WORK TO COMPLETE » Please print every record below exactly as it appears, but leave out the pictures.

RAW DATA »
□ □ □

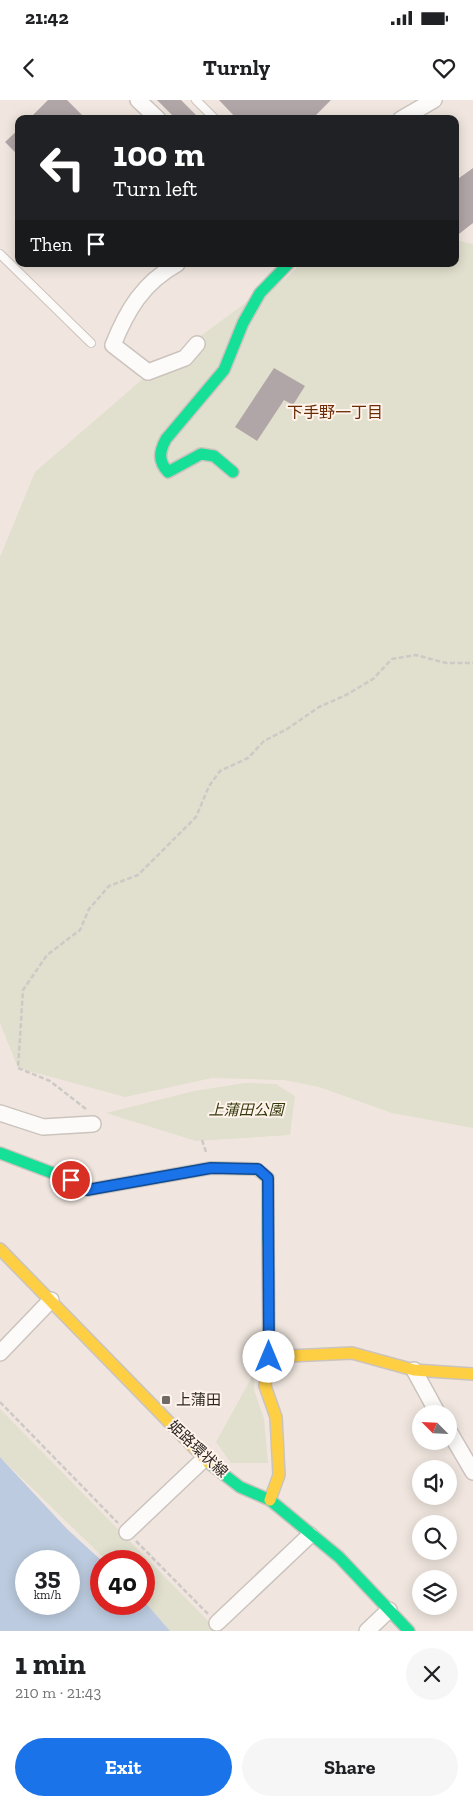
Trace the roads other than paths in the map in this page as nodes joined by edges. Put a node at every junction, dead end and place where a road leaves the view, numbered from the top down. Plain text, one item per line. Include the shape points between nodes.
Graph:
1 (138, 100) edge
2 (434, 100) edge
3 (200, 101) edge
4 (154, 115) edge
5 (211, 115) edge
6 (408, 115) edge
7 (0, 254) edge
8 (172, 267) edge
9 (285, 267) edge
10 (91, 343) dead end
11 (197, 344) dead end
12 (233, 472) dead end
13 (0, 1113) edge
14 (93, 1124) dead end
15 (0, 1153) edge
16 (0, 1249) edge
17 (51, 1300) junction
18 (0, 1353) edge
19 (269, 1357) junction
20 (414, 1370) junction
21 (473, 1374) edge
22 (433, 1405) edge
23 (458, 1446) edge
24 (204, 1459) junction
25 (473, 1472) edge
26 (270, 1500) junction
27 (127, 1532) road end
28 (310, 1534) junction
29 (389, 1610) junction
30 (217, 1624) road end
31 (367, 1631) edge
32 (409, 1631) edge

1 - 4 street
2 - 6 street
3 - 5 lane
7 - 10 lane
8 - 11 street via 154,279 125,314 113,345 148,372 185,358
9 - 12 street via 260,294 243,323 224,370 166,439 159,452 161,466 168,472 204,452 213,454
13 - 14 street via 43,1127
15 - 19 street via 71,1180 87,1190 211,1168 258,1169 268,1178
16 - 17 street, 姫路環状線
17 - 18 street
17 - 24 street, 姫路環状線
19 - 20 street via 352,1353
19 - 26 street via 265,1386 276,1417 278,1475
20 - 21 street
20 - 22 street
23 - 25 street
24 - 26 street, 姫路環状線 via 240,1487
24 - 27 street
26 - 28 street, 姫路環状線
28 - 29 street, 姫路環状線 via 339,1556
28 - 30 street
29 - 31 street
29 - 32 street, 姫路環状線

□ □ □

ANSWER TO THE EXERCISE »
Trace the roads other than paths in the map in this page as nodes joined by edges. Put a node at every junction, dead end and place where a road leaves the view, numbered from the top down. Plain text, one item per line. Include the shape points between nodes.
Graph:
1 (138, 100) edge
2 (434, 100) edge
3 (200, 101) edge
4 (154, 115) edge
5 (211, 115) edge
6 (408, 115) edge
7 (0, 254) edge
8 (172, 267) edge
9 (285, 267) edge
10 (91, 343) dead end
11 (197, 344) dead end
12 (233, 472) dead end
13 (0, 1113) edge
14 (93, 1124) dead end
15 (0, 1153) edge
16 (0, 1249) edge
17 (51, 1300) junction
18 (0, 1353) edge
19 (269, 1357) junction
20 (414, 1370) junction
21 (473, 1374) edge
22 (433, 1405) edge
23 (458, 1446) edge
24 (204, 1459) junction
25 (473, 1472) edge
26 (270, 1500) junction
27 (127, 1532) road end
28 (310, 1534) junction
29 (389, 1610) junction
30 (217, 1624) road end
31 (367, 1631) edge
32 (409, 1631) edge

1 - 4 street
2 - 6 street
3 - 5 lane
7 - 10 lane
8 - 11 street via 154,279 125,314 113,345 148,372 185,358
9 - 12 street via 260,294 243,323 224,370 166,439 159,452 161,466 168,472 204,452 213,454
13 - 14 street via 43,1127
15 - 19 street via 71,1180 87,1190 211,1168 258,1169 268,1178
16 - 17 street, 姫路環状線
17 - 18 street
17 - 24 street, 姫路環状線
19 - 20 street via 352,1353
19 - 26 street via 265,1386 276,1417 278,1475
20 - 21 street
20 - 22 street
23 - 25 street
24 - 26 street, 姫路環状線 via 240,1487
24 - 27 street
26 - 28 street, 姫路環状線
28 - 29 street, 姫路環状線 via 339,1556
28 - 30 street
29 - 31 street
29 - 32 street, 姫路環状線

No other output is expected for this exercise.